→ INSTRUCTIONS FOR THE TASK
The response should contain every record, reproduced exactly.
*** Block opens ***
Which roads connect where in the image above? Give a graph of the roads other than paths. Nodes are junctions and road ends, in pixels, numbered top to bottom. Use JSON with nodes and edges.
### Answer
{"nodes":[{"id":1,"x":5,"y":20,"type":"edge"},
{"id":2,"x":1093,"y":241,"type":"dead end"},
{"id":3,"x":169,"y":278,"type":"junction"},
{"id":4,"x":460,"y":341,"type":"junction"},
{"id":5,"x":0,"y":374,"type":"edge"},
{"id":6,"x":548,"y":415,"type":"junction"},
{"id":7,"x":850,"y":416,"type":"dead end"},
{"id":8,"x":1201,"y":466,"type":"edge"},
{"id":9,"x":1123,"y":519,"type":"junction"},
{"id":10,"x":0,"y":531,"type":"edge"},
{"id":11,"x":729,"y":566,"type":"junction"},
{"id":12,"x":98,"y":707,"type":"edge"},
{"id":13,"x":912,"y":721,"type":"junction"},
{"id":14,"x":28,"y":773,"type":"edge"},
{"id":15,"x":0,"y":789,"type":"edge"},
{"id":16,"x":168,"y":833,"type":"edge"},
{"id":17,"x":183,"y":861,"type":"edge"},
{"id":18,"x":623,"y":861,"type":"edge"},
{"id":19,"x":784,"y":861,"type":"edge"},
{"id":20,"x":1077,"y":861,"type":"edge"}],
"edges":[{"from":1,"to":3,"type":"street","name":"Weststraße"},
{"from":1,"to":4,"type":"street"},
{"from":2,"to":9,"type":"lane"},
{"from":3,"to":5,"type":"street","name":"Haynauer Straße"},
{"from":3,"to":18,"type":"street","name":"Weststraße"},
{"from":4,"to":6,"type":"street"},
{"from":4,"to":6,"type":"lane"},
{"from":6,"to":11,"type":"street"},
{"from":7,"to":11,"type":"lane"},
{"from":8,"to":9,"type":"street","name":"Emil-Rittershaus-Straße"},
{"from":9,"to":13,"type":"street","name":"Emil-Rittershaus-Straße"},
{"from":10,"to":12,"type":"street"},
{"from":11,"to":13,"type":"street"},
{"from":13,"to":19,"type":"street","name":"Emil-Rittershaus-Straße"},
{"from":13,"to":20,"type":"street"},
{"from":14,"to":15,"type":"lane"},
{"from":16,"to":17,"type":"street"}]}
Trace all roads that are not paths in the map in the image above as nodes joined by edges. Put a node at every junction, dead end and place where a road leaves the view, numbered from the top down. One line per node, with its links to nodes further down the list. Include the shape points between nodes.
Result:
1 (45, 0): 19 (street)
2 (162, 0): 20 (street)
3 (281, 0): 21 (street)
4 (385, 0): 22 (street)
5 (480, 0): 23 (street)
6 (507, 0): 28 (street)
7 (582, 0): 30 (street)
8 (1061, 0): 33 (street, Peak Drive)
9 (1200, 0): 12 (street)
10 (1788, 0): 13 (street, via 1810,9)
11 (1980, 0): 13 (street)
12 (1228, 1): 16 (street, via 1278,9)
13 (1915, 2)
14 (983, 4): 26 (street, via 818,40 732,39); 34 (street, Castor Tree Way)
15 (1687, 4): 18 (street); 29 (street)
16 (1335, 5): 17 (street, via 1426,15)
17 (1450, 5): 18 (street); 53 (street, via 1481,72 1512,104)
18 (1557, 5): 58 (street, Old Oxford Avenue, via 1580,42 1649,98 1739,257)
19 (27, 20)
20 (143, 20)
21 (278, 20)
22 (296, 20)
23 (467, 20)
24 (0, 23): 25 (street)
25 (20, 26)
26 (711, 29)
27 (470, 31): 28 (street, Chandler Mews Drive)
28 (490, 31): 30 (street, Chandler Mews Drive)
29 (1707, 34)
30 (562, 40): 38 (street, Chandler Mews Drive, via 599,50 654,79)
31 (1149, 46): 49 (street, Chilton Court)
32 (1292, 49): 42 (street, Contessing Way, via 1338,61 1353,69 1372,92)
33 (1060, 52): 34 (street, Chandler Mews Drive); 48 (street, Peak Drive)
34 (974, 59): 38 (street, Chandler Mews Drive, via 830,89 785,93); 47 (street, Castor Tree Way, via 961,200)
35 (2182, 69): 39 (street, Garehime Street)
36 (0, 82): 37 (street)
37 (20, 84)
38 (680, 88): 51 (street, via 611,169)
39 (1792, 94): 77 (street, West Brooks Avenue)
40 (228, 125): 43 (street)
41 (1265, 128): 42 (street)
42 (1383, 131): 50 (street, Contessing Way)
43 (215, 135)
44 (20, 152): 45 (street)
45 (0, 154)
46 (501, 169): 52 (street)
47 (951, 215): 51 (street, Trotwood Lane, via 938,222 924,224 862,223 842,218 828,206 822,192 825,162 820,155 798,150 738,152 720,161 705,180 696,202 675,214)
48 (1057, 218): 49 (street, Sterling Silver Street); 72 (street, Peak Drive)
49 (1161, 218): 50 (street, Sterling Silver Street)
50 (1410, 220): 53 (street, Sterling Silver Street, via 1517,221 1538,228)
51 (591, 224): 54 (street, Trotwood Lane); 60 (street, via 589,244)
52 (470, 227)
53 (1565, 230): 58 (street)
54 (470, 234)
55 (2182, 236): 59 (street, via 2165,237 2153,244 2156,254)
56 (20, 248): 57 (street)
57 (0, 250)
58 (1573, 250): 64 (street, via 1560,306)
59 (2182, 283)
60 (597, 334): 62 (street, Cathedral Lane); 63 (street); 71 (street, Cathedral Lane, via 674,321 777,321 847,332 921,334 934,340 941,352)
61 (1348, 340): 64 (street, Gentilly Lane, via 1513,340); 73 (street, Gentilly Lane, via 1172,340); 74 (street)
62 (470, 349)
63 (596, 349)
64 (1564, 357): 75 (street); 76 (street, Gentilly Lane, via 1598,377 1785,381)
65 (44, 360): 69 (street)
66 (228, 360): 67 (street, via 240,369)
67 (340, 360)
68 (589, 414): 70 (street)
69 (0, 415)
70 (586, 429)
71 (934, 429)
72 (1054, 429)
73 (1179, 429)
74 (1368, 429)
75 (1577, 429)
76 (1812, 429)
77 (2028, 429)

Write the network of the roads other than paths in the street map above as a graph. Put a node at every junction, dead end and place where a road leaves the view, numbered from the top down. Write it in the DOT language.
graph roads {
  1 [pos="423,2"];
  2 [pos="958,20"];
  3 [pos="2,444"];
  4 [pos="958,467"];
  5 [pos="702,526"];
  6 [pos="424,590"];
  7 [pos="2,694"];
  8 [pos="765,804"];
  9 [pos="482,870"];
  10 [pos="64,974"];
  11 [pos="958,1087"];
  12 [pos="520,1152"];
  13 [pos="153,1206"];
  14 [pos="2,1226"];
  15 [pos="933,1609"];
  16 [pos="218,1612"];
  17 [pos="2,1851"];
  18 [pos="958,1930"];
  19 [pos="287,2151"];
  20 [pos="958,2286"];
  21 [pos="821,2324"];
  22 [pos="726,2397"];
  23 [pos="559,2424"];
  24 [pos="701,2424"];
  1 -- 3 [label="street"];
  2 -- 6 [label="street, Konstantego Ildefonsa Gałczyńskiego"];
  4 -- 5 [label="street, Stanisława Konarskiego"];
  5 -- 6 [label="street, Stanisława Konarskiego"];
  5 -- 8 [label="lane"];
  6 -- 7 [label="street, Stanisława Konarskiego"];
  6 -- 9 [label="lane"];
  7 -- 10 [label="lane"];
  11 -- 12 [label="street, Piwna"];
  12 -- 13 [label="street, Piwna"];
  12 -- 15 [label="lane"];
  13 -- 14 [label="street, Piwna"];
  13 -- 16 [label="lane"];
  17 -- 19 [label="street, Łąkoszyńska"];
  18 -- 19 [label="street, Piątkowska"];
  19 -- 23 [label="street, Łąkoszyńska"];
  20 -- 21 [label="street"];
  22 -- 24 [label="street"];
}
*** Block closes ***
→ EXERCISE ANSWER
Which roads connect where in the image above? Give a graph of the roads other than paths. Nodes are junctions and road ends, in pixels, numbered top to bottom. Use JSON with nodes and edges.
### Answer
{"nodes":[{"id":1,"x":5,"y":20,"type":"edge"},
{"id":2,"x":1093,"y":241,"type":"dead end"},
{"id":3,"x":169,"y":278,"type":"junction"},
{"id":4,"x":460,"y":341,"type":"junction"},
{"id":5,"x":0,"y":374,"type":"edge"},
{"id":6,"x":548,"y":415,"type":"junction"},
{"id":7,"x":850,"y":416,"type":"dead end"},
{"id":8,"x":1201,"y":466,"type":"edge"},
{"id":9,"x":1123,"y":519,"type":"junction"},
{"id":10,"x":0,"y":531,"type":"edge"},
{"id":11,"x":729,"y":566,"type":"junction"},
{"id":12,"x":98,"y":707,"type":"edge"},
{"id":13,"x":912,"y":721,"type":"junction"},
{"id":14,"x":28,"y":773,"type":"edge"},
{"id":15,"x":0,"y":789,"type":"edge"},
{"id":16,"x":168,"y":833,"type":"edge"},
{"id":17,"x":183,"y":861,"type":"edge"},
{"id":18,"x":623,"y":861,"type":"edge"},
{"id":19,"x":784,"y":861,"type":"edge"},
{"id":20,"x":1077,"y":861,"type":"edge"}],
"edges":[{"from":1,"to":3,"type":"street","name":"Weststraße"},
{"from":1,"to":4,"type":"street"},
{"from":2,"to":9,"type":"lane"},
{"from":3,"to":5,"type":"street","name":"Haynauer Straße"},
{"from":3,"to":18,"type":"street","name":"Weststraße"},
{"from":4,"to":6,"type":"street"},
{"from":4,"to":6,"type":"lane"},
{"from":6,"to":11,"type":"street"},
{"from":7,"to":11,"type":"lane"},
{"from":8,"to":9,"type":"street","name":"Emil-Rittershaus-Straße"},
{"from":9,"to":13,"type":"street","name":"Emil-Rittershaus-Straße"},
{"from":10,"to":12,"type":"street"},
{"from":11,"to":13,"type":"street"},
{"from":13,"to":19,"type":"street","name":"Emil-Rittershaus-Straße"},
{"from":13,"to":20,"type":"street"},
{"from":14,"to":15,"type":"lane"},
{"from":16,"to":17,"type":"street"}]}
Trace all roads that are not paths in the map in the image above as nodes joined by edges. Put a node at every junction, dead end and place where a road leaves the view, numbered from the top down. One line per node, with its links to nodes further down the list. Include the shape points between nodes.
Result:
1 (45, 0): 19 (street)
2 (162, 0): 20 (street)
3 (281, 0): 21 (street)
4 (385, 0): 22 (street)
5 (480, 0): 23 (street)
6 (507, 0): 28 (street)
7 (582, 0): 30 (street)
8 (1061, 0): 33 (street, Peak Drive)
9 (1200, 0): 12 (street)
10 (1788, 0): 13 (street, via 1810,9)
11 (1980, 0): 13 (street)
12 (1228, 1): 16 (street, via 1278,9)
13 (1915, 2)
14 (983, 4): 26 (street, via 818,40 732,39); 34 (street, Castor Tree Way)
15 (1687, 4): 18 (street); 29 (street)
16 (1335, 5): 17 (street, via 1426,15)
17 (1450, 5): 18 (street); 53 (street, via 1481,72 1512,104)
18 (1557, 5): 58 (street, Old Oxford Avenue, via 1580,42 1649,98 1739,257)
19 (27, 20)
20 (143, 20)
21 (278, 20)
22 (296, 20)
23 (467, 20)
24 (0, 23): 25 (street)
25 (20, 26)
26 (711, 29)
27 (470, 31): 28 (street, Chandler Mews Drive)
28 (490, 31): 30 (street, Chandler Mews Drive)
29 (1707, 34)
30 (562, 40): 38 (street, Chandler Mews Drive, via 599,50 654,79)
31 (1149, 46): 49 (street, Chilton Court)
32 (1292, 49): 42 (street, Contessing Way, via 1338,61 1353,69 1372,92)
33 (1060, 52): 34 (street, Chandler Mews Drive); 48 (street, Peak Drive)
34 (974, 59): 38 (street, Chandler Mews Drive, via 830,89 785,93); 47 (street, Castor Tree Way, via 961,200)
35 (2182, 69): 39 (street, Garehime Street)
36 (0, 82): 37 (street)
37 (20, 84)
38 (680, 88): 51 (street, via 611,169)
39 (1792, 94): 77 (street, West Brooks Avenue)
40 (228, 125): 43 (street)
41 (1265, 128): 42 (street)
42 (1383, 131): 50 (street, Contessing Way)
43 (215, 135)
44 (20, 152): 45 (street)
45 (0, 154)
46 (501, 169): 52 (street)
47 (951, 215): 51 (street, Trotwood Lane, via 938,222 924,224 862,223 842,218 828,206 822,192 825,162 820,155 798,150 738,152 720,161 705,180 696,202 675,214)
48 (1057, 218): 49 (street, Sterling Silver Street); 72 (street, Peak Drive)
49 (1161, 218): 50 (street, Sterling Silver Street)
50 (1410, 220): 53 (street, Sterling Silver Street, via 1517,221 1538,228)
51 (591, 224): 54 (street, Trotwood Lane); 60 (street, via 589,244)
52 (470, 227)
53 (1565, 230): 58 (street)
54 (470, 234)
55 (2182, 236): 59 (street, via 2165,237 2153,244 2156,254)
56 (20, 248): 57 (street)
57 (0, 250)
58 (1573, 250): 64 (street, via 1560,306)
59 (2182, 283)
60 (597, 334): 62 (street, Cathedral Lane); 63 (street); 71 (street, Cathedral Lane, via 674,321 777,321 847,332 921,334 934,340 941,352)
61 (1348, 340): 64 (street, Gentilly Lane, via 1513,340); 73 (street, Gentilly Lane, via 1172,340); 74 (street)
62 (470, 349)
63 (596, 349)
64 (1564, 357): 75 (street); 76 (street, Gentilly Lane, via 1598,377 1785,381)
65 (44, 360): 69 (street)
66 (228, 360): 67 (street, via 240,369)
67 (340, 360)
68 (589, 414): 70 (street)
69 (0, 415)
70 (586, 429)
71 (934, 429)
72 (1054, 429)
73 (1179, 429)
74 (1368, 429)
75 (1577, 429)
76 (1812, 429)
77 (2028, 429)

Write the network of the roads other than paths in the street map above as a graph. Put a node at every junction, dead end and place where a road leaves the view, numbered from the top down. Write it in the DOT language.
graph roads {
  1 [pos="423,2"];
  2 [pos="958,20"];
  3 [pos="2,444"];
  4 [pos="958,467"];
  5 [pos="702,526"];
  6 [pos="424,590"];
  7 [pos="2,694"];
  8 [pos="765,804"];
  9 [pos="482,870"];
  10 [pos="64,974"];
  11 [pos="958,1087"];
  12 [pos="520,1152"];
  13 [pos="153,1206"];
  14 [pos="2,1226"];
  15 [pos="933,1609"];
  16 [pos="218,1612"];
  17 [pos="2,1851"];
  18 [pos="958,1930"];
  19 [pos="287,2151"];
  20 [pos="958,2286"];
  21 [pos="821,2324"];
  22 [pos="726,2397"];
  23 [pos="559,2424"];
  24 [pos="701,2424"];
  1 -- 3 [label="street"];
  2 -- 6 [label="street, Konstantego Ildefonsa Gałczyńskiego"];
  4 -- 5 [label="street, Stanisława Konarskiego"];
  5 -- 6 [label="street, Stanisława Konarskiego"];
  5 -- 8 [label="lane"];
  6 -- 7 [label="street, Stanisława Konarskiego"];
  6 -- 9 [label="lane"];
  7 -- 10 [label="lane"];
  11 -- 12 [label="street, Piwna"];
  12 -- 13 [label="street, Piwna"];
  12 -- 15 [label="lane"];
  13 -- 14 [label="street, Piwna"];
  13 -- 16 [label="lane"];
  17 -- 19 [label="street, Łąkoszyńska"];
  18 -- 19 [label="street, Piątkowska"];
  19 -- 23 [label="street, Łąkoszyńska"];
  20 -- 21 [label="street"];
  22 -- 24 [label="street"];
}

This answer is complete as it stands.